▸ **Task directions**
Could you restate the entries below word for word and leave out the pictures?

▸ **Saved entries**
--- --- ---
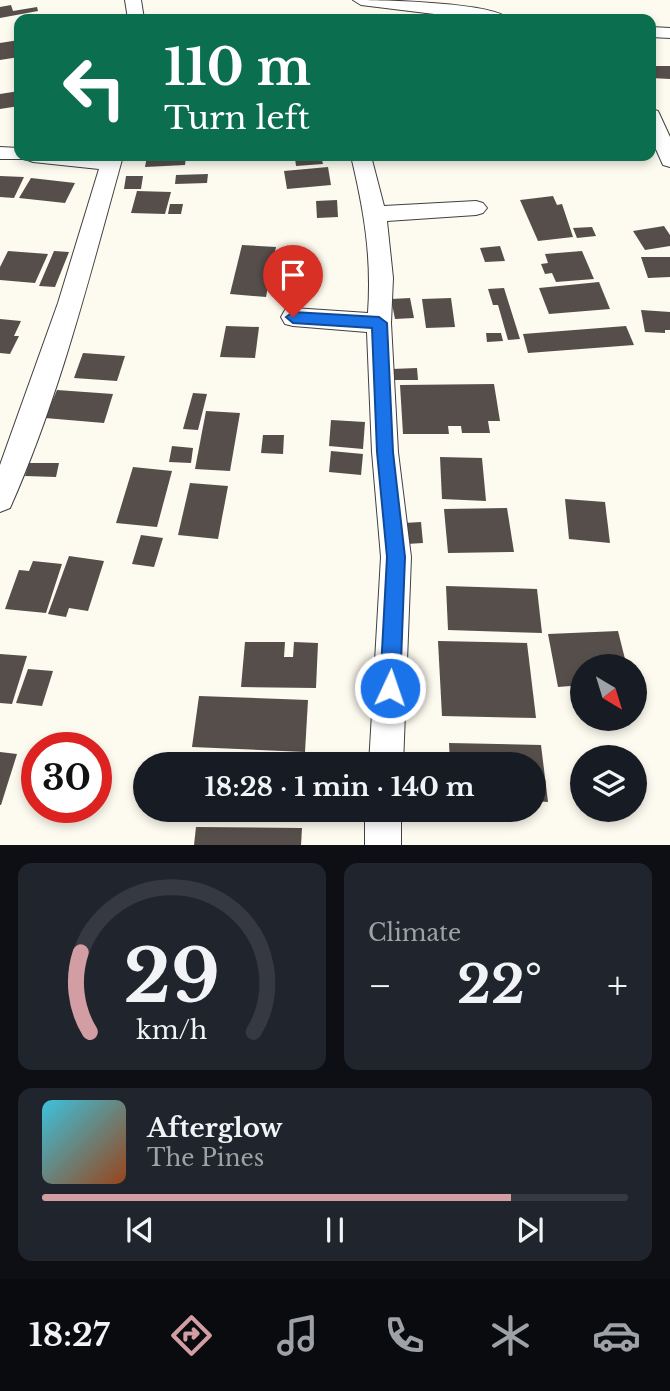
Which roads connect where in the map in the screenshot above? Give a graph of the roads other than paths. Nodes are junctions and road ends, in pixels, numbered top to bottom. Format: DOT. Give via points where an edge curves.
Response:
graph roads {
  1 [pos="361,0"];
  2 [pos="443,4"];
  3 [pos="482,14"];
  4 [pos="656,126"];
  5 [pos="670,160"];
  6 [pos="111,161"];
  7 [pos="362,161"];
  8 [pos="476,208"];
  9 [pos="376,214"];
  10 [pos="293,317"];
  11 [pos="379,323"];
  12 [pos="0,499"];
  13 [pos="387,752"];
  14 [pos="383,822"];
  15 [pos="383,845"];
  1 -- 2 [label="street"];
  2 -- 3 [label="street"];
  4 -- 5 [label="street"];
  6 -- 12 [label="street" via="70,303"];
  7 -- 9 [label="street"];
  8 -- 9 [label="street"];
  9 -- 11 [label="street" via="382,278"];
  10 -- 11 [label="street"];
  11 -- 13 [label="street" via="396,557"];
  14 -- 15 [label="street"];
}
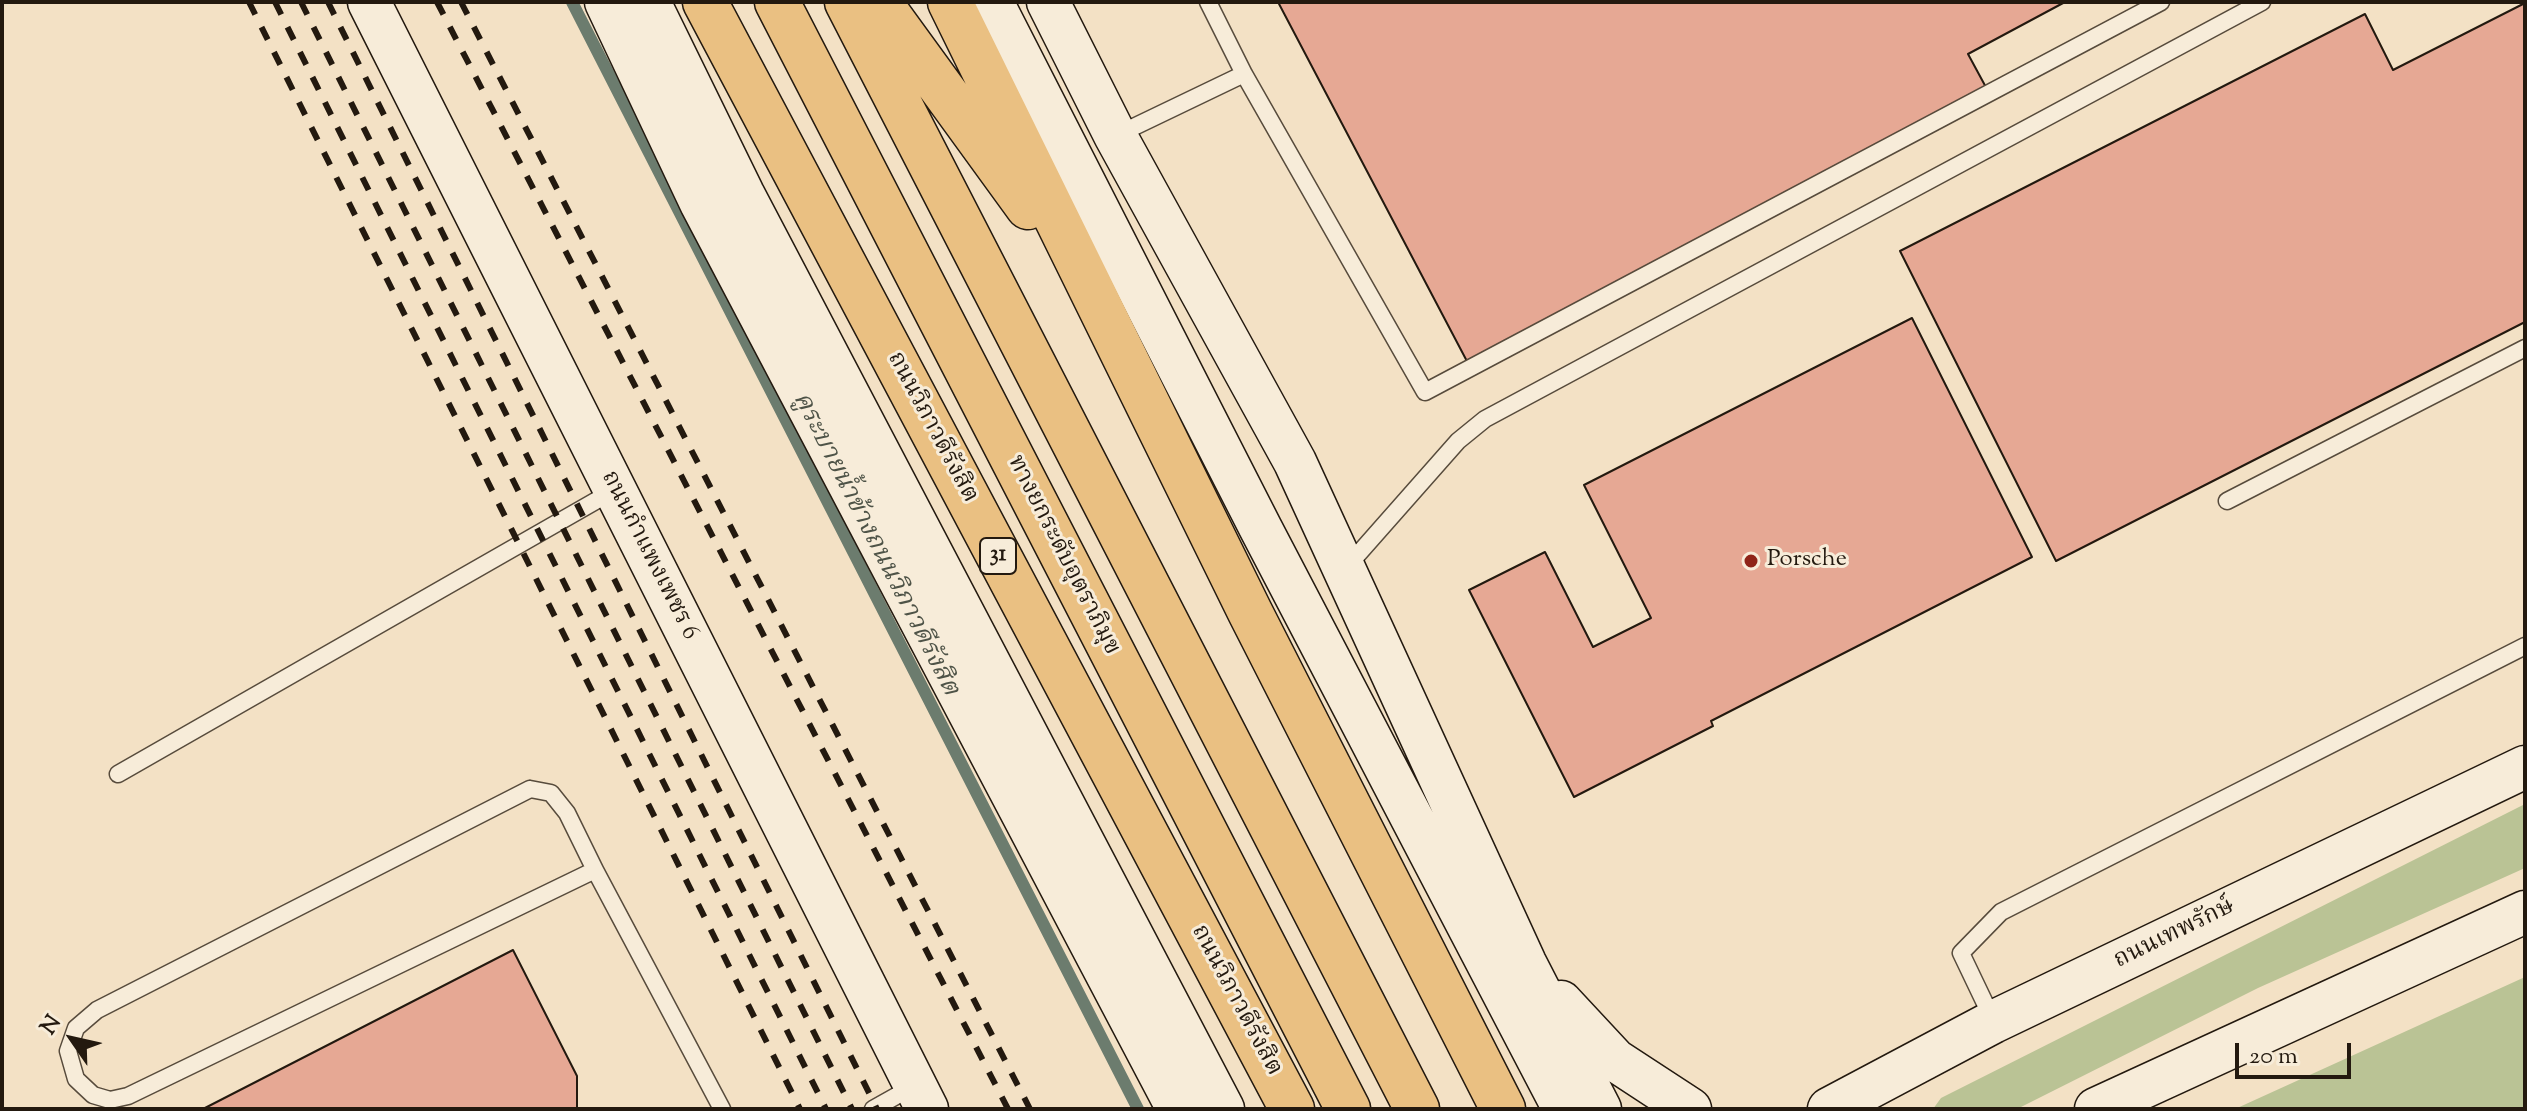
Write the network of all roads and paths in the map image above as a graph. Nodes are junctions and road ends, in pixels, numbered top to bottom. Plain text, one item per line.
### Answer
1 (369, 2) edge
2 (606, 2) edge
3 (649, 2) edge
4 (705, 2) edge
5 (777, 2) edge
6 (847, 2) edge
7 (872, 2) edge
8 (879, 2) edge
9 (950, 2) edge
10 (992, 2) edge
11 (1048, 2) edge
12 (1208, 2) edge
13 (2161, 2) edge
14 (2262, 2) edge
15 (1244, 74) junction
16 (1115, 135) junction
17 (1099, 305) junction
18 (2525, 348) edge
19 (615, 490) junction
20 (2227, 501) dead end
21 (1344, 571) junction
22 (2525, 646) edge
23 (2525, 767) edge
24 (118, 774) dead end
25 (595, 870) junction
26 (2525, 912) edge
27 (1525, 963) junction
28 (1993, 1022) junction
29 (1885, 1094) edge
30 (921, 1097) edge
31 (722, 1109) edge
32 (873, 1109) edge
33 (1178, 1109) edge
34 (1223, 1109) edge
35 (1292, 1109) edge
36 (1348, 1109) edge
37 (1417, 1109) edge
38 (1442, 1109) edge
39 (1503, 1109) edge
40 (1564, 1109) edge
41 (1600, 1109) edge
42 (1690, 1109) edge
43 (1829, 1109) edge
44 (2096, 1109) edge

1 - 19 main road, ถนนกำแพงเพชร 6
2 - 33 main road
3 - 34 main road
4 - 35 highway, ถนนวิภาวดีรังสิต / 31
5 - 36 highway, ทางยกระดับอุตราภิมุข / 31
6 - 37 highway
7 - 38 highway
8 - 17 highway
9 - 17 highway
10 - 40 main road
11 - 16 main road
12 - 15 lane
13 - 15 lane
14 - 21 lane
15 - 16 lane
16 - 21 main road
17 - 39 highway
18 - 20 lane
19 - 24 lane
19 - 30 main road, ถนนกำแพงเพชร 6
21 - 27 main road
22 - 28 lane
23 - 28 main road, ถนนเทพรักษ์
25 - 25 lane
25 - 31 lane
26 - 44 main road
27 - 41 main road
27 - 42 main road
28 - 29 main road, ถนนเทพรักษ์
29 - 43 main road, ถนนเทพรักษ์
30 - 32 lane

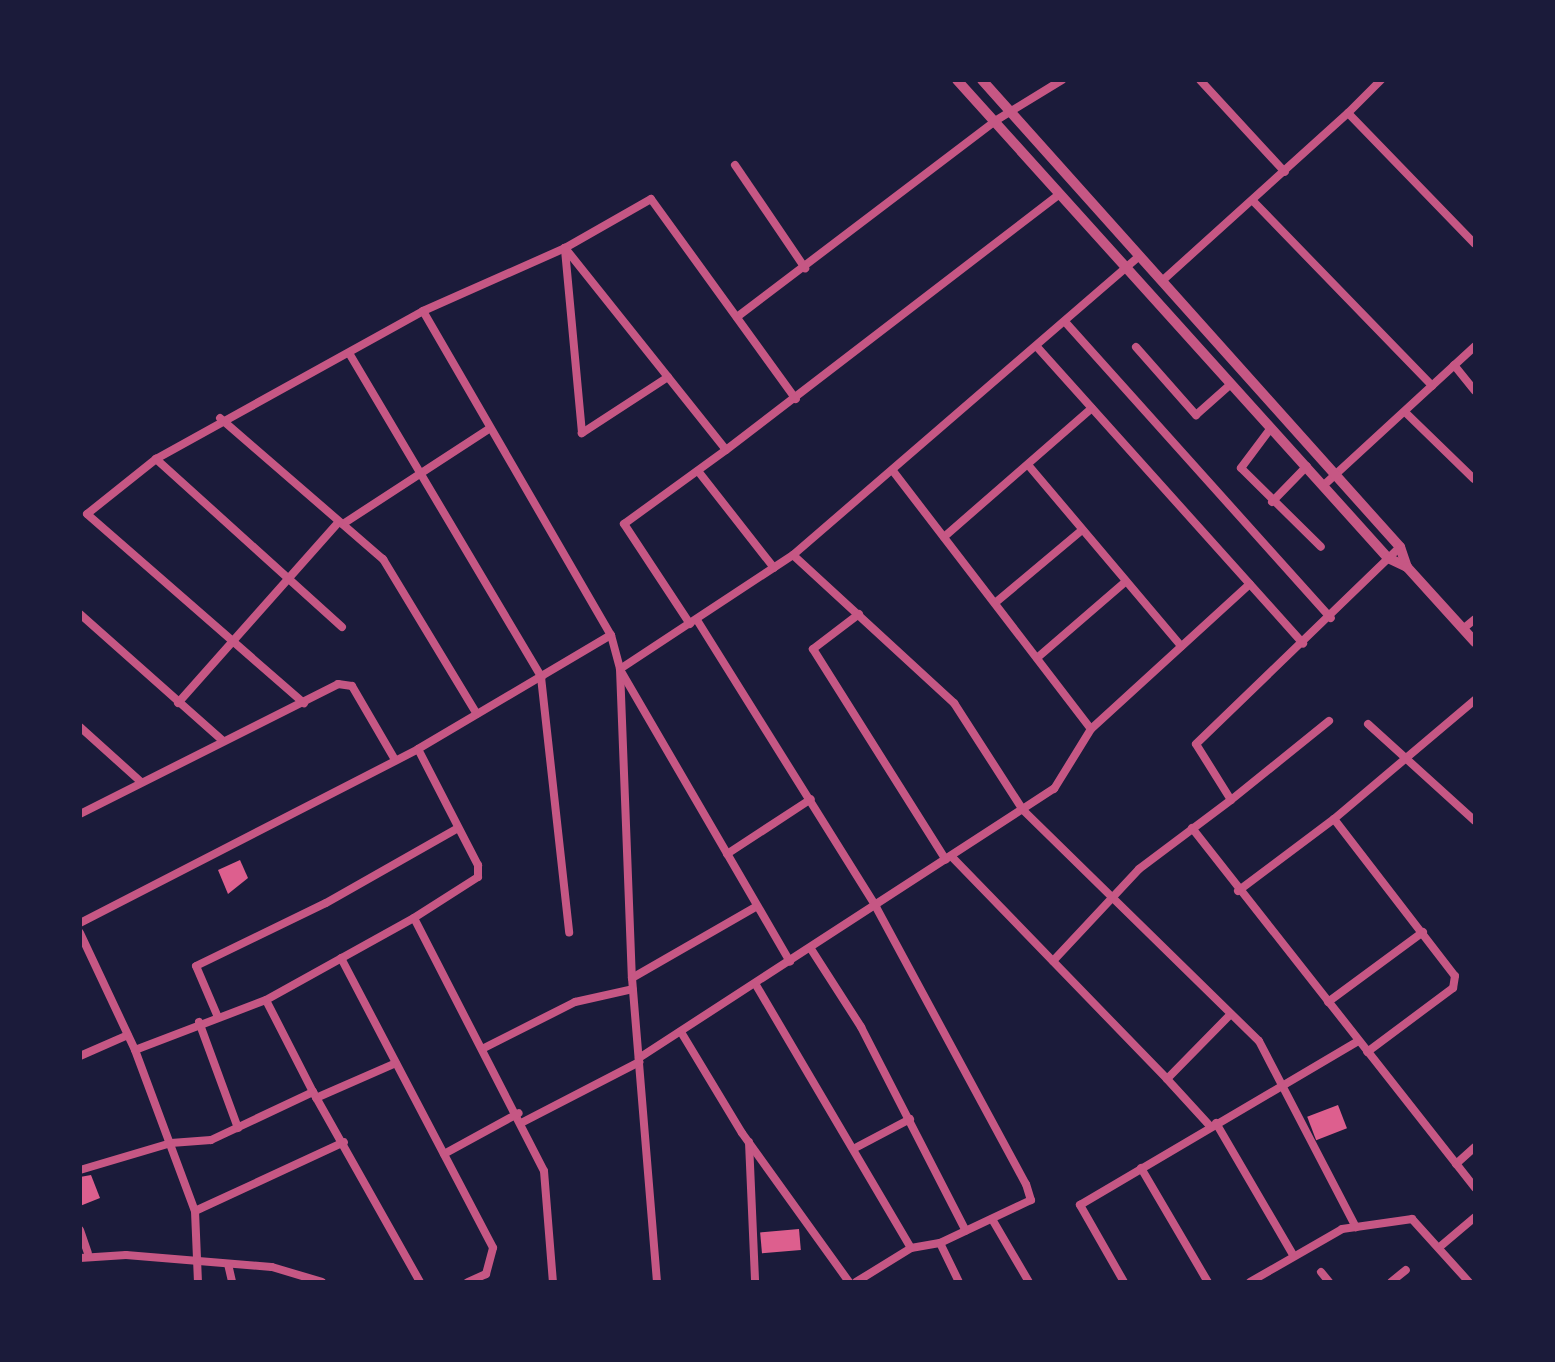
--- --- ---
▸ **Written answer**
Which roads connect where in the map in the screenshot above? Give a graph of the roads other than paths. Nodes are junctions and road ends, in pixels, numbered top to bottom. Format: DOT. Give via points where an edge curves.
Response:
graph roads {
  1 [pos="361,0"];
  2 [pos="443,4"];
  3 [pos="482,14"];
  4 [pos="656,126"];
  5 [pos="670,160"];
  6 [pos="111,161"];
  7 [pos="362,161"];
  8 [pos="476,208"];
  9 [pos="376,214"];
  10 [pos="293,317"];
  11 [pos="379,323"];
  12 [pos="0,499"];
  13 [pos="387,752"];
  14 [pos="383,822"];
  15 [pos="383,845"];
  1 -- 2 [label="street"];
  2 -- 3 [label="street"];
  4 -- 5 [label="street"];
  6 -- 12 [label="street" via="70,303"];
  7 -- 9 [label="street"];
  8 -- 9 [label="street"];
  9 -- 11 [label="street" via="382,278"];
  10 -- 11 [label="street"];
  11 -- 13 [label="street" via="396,557"];
  14 -- 15 [label="street"];
}
Write the network of all roads and paths in the map image above as a graph. Nodes are junctions and road ends, in pixels, numbered top to bottom. Plain text, one item per line.
### Answer
1 (369, 2) edge
2 (606, 2) edge
3 (649, 2) edge
4 (705, 2) edge
5 (777, 2) edge
6 (847, 2) edge
7 (872, 2) edge
8 (879, 2) edge
9 (950, 2) edge
10 (992, 2) edge
11 (1048, 2) edge
12 (1208, 2) edge
13 (2161, 2) edge
14 (2262, 2) edge
15 (1244, 74) junction
16 (1115, 135) junction
17 (1099, 305) junction
18 (2525, 348) edge
19 (615, 490) junction
20 (2227, 501) dead end
21 (1344, 571) junction
22 (2525, 646) edge
23 (2525, 767) edge
24 (118, 774) dead end
25 (595, 870) junction
26 (2525, 912) edge
27 (1525, 963) junction
28 (1993, 1022) junction
29 (1885, 1094) edge
30 (921, 1097) edge
31 (722, 1109) edge
32 (873, 1109) edge
33 (1178, 1109) edge
34 (1223, 1109) edge
35 (1292, 1109) edge
36 (1348, 1109) edge
37 (1417, 1109) edge
38 (1442, 1109) edge
39 (1503, 1109) edge
40 (1564, 1109) edge
41 (1600, 1109) edge
42 (1690, 1109) edge
43 (1829, 1109) edge
44 (2096, 1109) edge

1 - 19 main road, ถนนกำแพงเพชร 6
2 - 33 main road
3 - 34 main road
4 - 35 highway, ถนนวิภาวดีรังสิต / 31
5 - 36 highway, ทางยกระดับอุตราภิมุข / 31
6 - 37 highway
7 - 38 highway
8 - 17 highway
9 - 17 highway
10 - 40 main road
11 - 16 main road
12 - 15 lane
13 - 15 lane
14 - 21 lane
15 - 16 lane
16 - 21 main road
17 - 39 highway
18 - 20 lane
19 - 24 lane
19 - 30 main road, ถนนกำแพงเพชร 6
21 - 27 main road
22 - 28 lane
23 - 28 main road, ถนนเทพรักษ์
25 - 25 lane
25 - 31 lane
26 - 44 main road
27 - 41 main road
27 - 42 main road
28 - 29 main road, ถนนเทพรักษ์
29 - 43 main road, ถนนเทพรักษ์
30 - 32 lane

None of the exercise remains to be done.